14.10.10

Dal "Diario di lavoro" di Bertolt Brecht. Catilina (20 luglio 1938)


Il lungo esilio del signor B.B. era iniziato nel 1933, dopo l’incendio del Reichstag, che i nazisti usarono per una persecuzione di massa dei comunisti: Zurigo, Praga, Vienna, Parigi. Nell’estate del 1938 è in Danimarca, a Svendborg, lavora a Gli affari del Signor Giulio Cesare e anche alla Condanna di Lucullo, oltre che a un gruppo di poesie. La crisi (non solo economica, ma politica e morale) dell’Europa dura ormai da dieci anni, la guerra generale si avvicina. Brecht comincia la compilazione del Diario di lavoro, un vero e proprio giornale di navigazione, da cui sono rigorosamente esclusi gli eventi strettamente personali: l’esule vi riflette sulle opere in lavorazione, sulle letture fatte, polemizza (con Lukàcs, per esempio), dialoga a distanza (con Benjamin, per esempio), ragiona sugli accadimenti storici. La compilazione, con interruzioni, durerà fino al 1955 attraverso l’esilio americano e il ritorno in patria nella Rdt. I due grossi volumi, pubblicati da Einaudi nel 1976 sono una vera e propria miniera di riflessioni, cui – ne sono convinto – questo blog attingerà ampiamente, mano a mano che procede la lettura, appena iniziata.
Qui posto il primo appunto del diario, datato 20.7.38, sulla figura di Catilina, che Brecht incontra, ambigua e seduttiva, lavorando al Giulio Cesare. La lettura che ne dà, frutto di una diuturna frequentazione delle fonti documentarie (Sallustio e Cicerone soprattutto), è a mio avviso del tutto attendibile. (S.L.L.)

CATILINA rappresenta senza dubbio la scelta più bassa compiuta dalla plebe. Un sinistro figuro, anche se uno gratta via il fango di cui l’ha ricoperto la classe dominante. Forse però proprio perché nel suo caso erano venute a cadere certe inibizioni, proprio grazie alla sua assoluta immoralità, corruzione, sfrenatezza, egli è riuscito a penetrare al di là delle cortine fumogene dell’ideologia allora, dominante, dominante anche in seno alla plebe. Si tratta di un tentativo di mobilitare gli schiavi o, per meglio dire, di una disponibilità a farlo (che era poi disponibilità a fare qualsiasi cosa).

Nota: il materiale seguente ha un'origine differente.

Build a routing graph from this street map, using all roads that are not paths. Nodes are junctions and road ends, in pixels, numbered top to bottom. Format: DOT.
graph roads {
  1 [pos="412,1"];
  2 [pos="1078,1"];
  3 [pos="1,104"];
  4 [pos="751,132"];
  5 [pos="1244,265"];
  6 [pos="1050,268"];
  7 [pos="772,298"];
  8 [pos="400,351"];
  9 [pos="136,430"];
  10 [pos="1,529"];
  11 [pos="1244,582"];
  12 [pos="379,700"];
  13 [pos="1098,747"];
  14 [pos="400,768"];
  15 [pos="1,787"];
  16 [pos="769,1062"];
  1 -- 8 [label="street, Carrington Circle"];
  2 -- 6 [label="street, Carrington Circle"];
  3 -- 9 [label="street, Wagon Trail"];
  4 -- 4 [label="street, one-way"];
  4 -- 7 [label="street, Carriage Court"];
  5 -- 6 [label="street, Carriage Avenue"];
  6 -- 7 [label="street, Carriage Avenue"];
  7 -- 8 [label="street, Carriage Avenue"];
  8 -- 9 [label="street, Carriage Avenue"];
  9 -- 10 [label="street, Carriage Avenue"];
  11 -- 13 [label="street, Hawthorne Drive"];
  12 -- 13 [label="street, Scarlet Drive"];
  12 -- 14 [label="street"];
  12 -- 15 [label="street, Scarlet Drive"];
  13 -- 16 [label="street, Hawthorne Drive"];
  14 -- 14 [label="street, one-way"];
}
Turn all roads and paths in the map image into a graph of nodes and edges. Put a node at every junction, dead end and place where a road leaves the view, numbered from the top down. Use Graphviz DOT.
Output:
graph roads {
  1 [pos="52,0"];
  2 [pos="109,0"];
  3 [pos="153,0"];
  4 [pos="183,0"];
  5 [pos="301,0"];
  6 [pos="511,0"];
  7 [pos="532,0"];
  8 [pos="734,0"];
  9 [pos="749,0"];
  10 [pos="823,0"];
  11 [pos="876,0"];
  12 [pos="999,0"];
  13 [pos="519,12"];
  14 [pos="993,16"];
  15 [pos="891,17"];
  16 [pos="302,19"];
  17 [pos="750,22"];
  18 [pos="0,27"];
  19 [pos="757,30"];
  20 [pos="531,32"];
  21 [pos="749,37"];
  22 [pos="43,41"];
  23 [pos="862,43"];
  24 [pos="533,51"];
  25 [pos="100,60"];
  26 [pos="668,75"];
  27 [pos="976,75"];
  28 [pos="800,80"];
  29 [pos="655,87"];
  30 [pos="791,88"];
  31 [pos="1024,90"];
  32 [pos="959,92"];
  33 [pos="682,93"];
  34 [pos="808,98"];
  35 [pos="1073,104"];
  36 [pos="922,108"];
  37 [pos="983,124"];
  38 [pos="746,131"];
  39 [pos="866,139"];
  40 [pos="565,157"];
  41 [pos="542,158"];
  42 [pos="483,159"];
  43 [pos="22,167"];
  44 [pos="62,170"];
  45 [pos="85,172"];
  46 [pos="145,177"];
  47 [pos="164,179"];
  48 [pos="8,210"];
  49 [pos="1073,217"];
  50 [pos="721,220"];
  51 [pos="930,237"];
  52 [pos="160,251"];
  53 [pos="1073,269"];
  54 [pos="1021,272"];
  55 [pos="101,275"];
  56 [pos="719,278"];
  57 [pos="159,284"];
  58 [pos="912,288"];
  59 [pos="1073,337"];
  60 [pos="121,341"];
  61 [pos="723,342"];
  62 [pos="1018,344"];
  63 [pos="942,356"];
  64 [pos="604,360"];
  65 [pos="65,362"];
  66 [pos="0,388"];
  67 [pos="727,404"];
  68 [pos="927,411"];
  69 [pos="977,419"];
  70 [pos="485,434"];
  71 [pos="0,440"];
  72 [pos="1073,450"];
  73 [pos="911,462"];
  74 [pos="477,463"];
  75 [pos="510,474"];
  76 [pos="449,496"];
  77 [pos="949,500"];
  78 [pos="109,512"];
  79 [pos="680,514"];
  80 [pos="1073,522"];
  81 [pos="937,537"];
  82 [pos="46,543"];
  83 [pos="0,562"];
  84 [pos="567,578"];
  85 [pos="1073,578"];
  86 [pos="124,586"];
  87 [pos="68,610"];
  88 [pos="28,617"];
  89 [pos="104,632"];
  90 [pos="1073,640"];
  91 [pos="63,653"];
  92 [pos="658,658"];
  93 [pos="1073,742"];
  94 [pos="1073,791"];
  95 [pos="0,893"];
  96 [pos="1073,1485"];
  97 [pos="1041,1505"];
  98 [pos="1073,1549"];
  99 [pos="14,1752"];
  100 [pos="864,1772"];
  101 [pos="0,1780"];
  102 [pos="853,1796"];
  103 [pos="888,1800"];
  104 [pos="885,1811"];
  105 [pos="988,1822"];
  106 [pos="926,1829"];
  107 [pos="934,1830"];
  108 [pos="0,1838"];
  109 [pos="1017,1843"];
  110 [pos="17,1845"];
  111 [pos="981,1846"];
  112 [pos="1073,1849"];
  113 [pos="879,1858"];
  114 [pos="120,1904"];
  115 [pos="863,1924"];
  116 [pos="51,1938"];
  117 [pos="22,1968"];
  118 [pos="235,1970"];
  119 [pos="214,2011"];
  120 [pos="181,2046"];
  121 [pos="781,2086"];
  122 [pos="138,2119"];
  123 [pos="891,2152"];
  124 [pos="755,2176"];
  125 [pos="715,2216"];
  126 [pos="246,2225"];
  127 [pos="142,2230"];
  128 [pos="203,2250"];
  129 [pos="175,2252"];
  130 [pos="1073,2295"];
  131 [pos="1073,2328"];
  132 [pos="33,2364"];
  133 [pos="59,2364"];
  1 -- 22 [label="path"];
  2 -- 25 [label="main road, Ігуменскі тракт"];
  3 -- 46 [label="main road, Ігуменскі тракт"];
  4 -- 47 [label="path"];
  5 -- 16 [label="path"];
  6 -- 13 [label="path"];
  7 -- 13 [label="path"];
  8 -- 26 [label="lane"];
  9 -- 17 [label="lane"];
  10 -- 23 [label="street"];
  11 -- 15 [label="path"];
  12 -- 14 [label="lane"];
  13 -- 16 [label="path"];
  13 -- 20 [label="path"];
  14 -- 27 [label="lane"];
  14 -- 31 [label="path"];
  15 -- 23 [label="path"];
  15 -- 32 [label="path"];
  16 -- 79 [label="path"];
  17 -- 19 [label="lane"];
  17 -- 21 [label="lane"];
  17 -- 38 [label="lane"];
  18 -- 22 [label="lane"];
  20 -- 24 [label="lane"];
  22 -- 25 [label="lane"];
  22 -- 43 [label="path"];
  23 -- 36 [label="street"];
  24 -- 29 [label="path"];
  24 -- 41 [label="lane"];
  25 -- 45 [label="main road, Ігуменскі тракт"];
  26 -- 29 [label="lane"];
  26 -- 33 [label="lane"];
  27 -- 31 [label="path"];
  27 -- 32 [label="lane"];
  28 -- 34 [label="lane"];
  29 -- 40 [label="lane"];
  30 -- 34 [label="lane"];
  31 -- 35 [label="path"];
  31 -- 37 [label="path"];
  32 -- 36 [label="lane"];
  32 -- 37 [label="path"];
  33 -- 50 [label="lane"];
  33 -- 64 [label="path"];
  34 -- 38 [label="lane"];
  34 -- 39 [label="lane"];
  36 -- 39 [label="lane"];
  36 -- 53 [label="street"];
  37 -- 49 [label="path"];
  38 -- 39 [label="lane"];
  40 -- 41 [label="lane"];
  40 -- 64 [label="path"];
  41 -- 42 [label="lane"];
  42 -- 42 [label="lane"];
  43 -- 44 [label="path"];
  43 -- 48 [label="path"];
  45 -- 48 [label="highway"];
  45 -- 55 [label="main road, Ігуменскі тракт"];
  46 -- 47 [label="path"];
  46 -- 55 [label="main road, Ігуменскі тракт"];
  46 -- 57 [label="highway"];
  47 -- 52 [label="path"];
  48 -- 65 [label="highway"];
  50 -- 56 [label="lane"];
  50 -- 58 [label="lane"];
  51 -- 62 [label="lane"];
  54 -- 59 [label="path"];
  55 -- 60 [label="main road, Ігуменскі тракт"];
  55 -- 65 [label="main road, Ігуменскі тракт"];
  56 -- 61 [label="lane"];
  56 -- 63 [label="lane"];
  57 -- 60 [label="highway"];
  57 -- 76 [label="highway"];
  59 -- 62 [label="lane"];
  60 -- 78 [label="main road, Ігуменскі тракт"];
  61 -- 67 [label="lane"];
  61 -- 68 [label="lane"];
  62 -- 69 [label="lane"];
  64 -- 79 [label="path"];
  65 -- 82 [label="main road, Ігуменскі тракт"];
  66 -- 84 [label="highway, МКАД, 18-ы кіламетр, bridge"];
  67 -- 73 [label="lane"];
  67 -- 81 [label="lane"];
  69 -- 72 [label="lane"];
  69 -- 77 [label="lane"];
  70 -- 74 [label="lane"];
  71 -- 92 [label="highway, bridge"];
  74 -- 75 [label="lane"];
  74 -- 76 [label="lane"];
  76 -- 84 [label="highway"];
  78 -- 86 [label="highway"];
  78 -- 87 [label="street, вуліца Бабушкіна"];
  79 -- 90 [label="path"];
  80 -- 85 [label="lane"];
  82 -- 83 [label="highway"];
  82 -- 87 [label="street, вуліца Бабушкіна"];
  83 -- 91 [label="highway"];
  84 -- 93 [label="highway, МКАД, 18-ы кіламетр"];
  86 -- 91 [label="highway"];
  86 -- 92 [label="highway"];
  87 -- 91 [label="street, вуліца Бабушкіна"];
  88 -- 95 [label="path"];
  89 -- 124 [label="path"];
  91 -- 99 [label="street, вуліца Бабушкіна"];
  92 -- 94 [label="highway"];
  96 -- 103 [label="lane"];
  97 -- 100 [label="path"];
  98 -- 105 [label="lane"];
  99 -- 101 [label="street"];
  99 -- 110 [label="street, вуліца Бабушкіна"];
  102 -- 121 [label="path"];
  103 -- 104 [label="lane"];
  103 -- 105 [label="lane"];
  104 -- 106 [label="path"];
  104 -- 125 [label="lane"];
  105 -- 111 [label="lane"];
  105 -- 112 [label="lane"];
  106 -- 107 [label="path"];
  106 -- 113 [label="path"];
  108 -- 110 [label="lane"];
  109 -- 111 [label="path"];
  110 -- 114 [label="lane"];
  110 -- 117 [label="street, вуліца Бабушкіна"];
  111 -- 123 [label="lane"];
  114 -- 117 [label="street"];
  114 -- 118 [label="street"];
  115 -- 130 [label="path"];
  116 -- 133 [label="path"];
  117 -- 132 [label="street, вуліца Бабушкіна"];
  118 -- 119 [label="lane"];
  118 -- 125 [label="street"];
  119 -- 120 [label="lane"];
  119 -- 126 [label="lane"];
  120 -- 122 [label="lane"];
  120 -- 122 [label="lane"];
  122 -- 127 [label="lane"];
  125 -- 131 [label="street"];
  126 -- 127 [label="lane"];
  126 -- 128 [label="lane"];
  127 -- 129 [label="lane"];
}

Lì dentro c’è già tutta la “concezione cesariana”, sia ciò che corrispondeva alla concezione della city, cioè il programma italico, il progetto d’insediamento dei veterani etc., sia però altre cose, come la cancellazione dei debiti e ,appunto, l’appello agli schiavi, cose queste dirette proprio contro la city. In tal modo la plebe offrì il suo programma a questo avventuriero pronto ad approfittare dell’occasione. Senza gli schiavi esso non era realizzabile. In pratica fu proprio questa l’idea che quest’uomo si fece venire in mente. Duemila anni di porcherie buttategli addosso dalla classe dominante ne sono stati la conseguenza.